The problem is that sometimes records in the file are repeated and of course it turns out that the table contains duplicates; at the moment I remove the duplicates in the table as follows:

SELECT DISTINCT * FROM abc

It works, I get output without duplicates, but can't figure out how I can update the existing abc table directly with the received data from the DISTINCT output. I can do something like the following:

CREATE TABLE abc2 AS SELECT DISTINCT * FROM abc
DROP TABLE abc
ALTER TABLE abc2 RENAME TO abc

But this will create a new table that will be missing type information.

Is there some way to run DISTINCT and directly update the already existing abc table? Thx!

P.S. Yes, I am a SQL newbie.

(2) By David Raymond (dvdraymond) on 2022-10-05 18:06:12 in reply to 1 [link] [source]

So if you're looking for duplicates of all the fields, maybe use the row_number window function, partitioned over all the fields, in a sub query to identify rowid's to delete?

sqlite> create table t (a, b, c);

sqlite> insert into t values (1, 2, 3), (2, 3, 4), (3, 4, 5), (1, 2, 3);

sqlite> select rowid, a, b, c, row_number() over (partition by a, b, c) from t;
rowid|a|b|c|row_number() over (partition by a, b, c)
1|1|2|3|1
4|1|2|3|2
2|2|3|4|1
3|3|4|5|1

sqlite> select id_to_delete from (select rowid as id_to_delete, row_number() over (partition by a, b, c) as row_number from t) where row_number > 1;
id_to_delete
4

sqlite> delete from t where rowid in (select id_to_delete from (select rowid as id_to_delete, row_number() over (partition by a, b, c) as row_number from t) where row_number > 1);

sqlite> select * from t;
a|b|c
1|2|3
2|3|4
3|4|5

sqlite>

(3) By David Raymond (dvdraymond) on 2022-10-05 18:37:59 in reply to 2 [link] [source]
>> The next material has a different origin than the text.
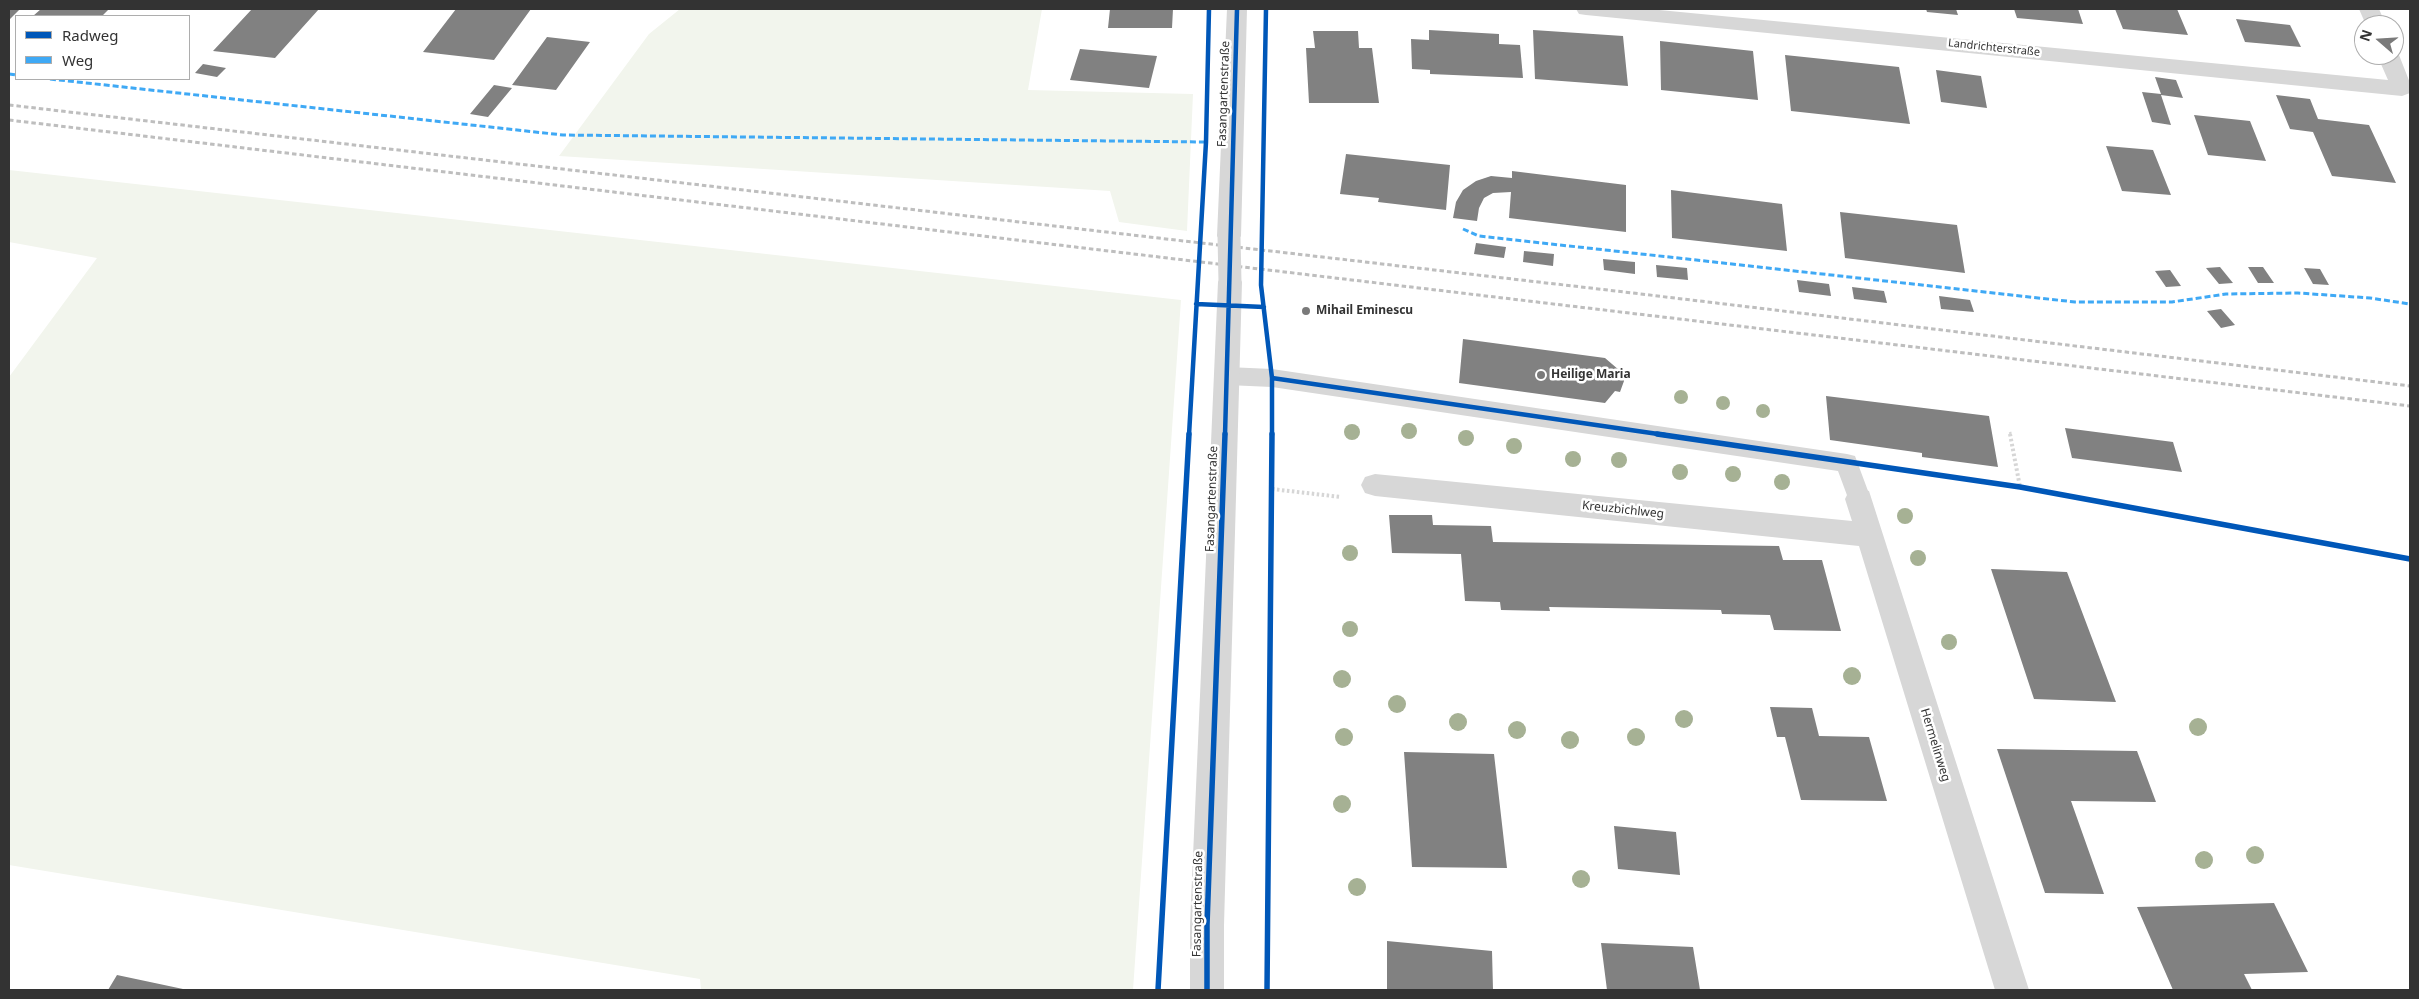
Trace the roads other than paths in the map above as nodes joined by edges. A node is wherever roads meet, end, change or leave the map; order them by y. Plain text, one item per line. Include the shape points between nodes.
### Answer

My brain is wondering now. I believe that the window function means that the sub-query is going to scan through the entire table and finish before the outer main query starts deleting anything, and thus you don't have to worry about stuff getting deleted from the table while the sub-query is trying to access it.

But because I'm not positive that's the case, or if I just got lucky with my trivial example, I'll let more knowledgeable people chime in.

If you're paranoid you can add a step or two there.

sqlite> create table t (a, b, c);

sqlite> insert into t values (1, 2, 3), (2, 3, 4), (3, 4, 5), (1, 2, 3);

sqlite> create temp table ids_to_delete (id integer primary key);

sqlite> insert into ids_to_delete select id_to_delete from (select rowid as id_to_delete, row_number() over (partition by a, b, c) as row_number from t) where row_number > 1;

sqlite> select * from ids_to_delete;
id
4

sqlite> delete from t where rowid in ids_to_delete;

sqlite> select * from t;
a|b|c
1|2|3
2|3|4
3|4|5

sqlite> drop table ids_to_delete;

sqlite>

(4) By Alex_Don on 2022-10-05 19:06:18 in reply to 3 [link] [source]

David, thanks for the answer! but it looks very complicated and scary to me. I am very surprised that there is no easier way; well, what if we move away from the fact that it is necessary to update the already created table, and instead go by creating a clone of the table with the relevant information about types.

Something like that:

SELECT sql FROM sqlite_master WHERE type='table' AND name='abc'
Execute the result by changing the name of the table to the temporary name (abc2)
Copy the data received with DISTINCT into abc2
DROP TABLE abc
ALTER TABLE abc2 RENAME TO abc

Don't know how to do steps 2 and 3 yet, but I think it should be possible.

(5.1) By Ryan Smith (cuz) on 2022-10-05 20:33:11 edited from 5.0 in reply to 1 [source]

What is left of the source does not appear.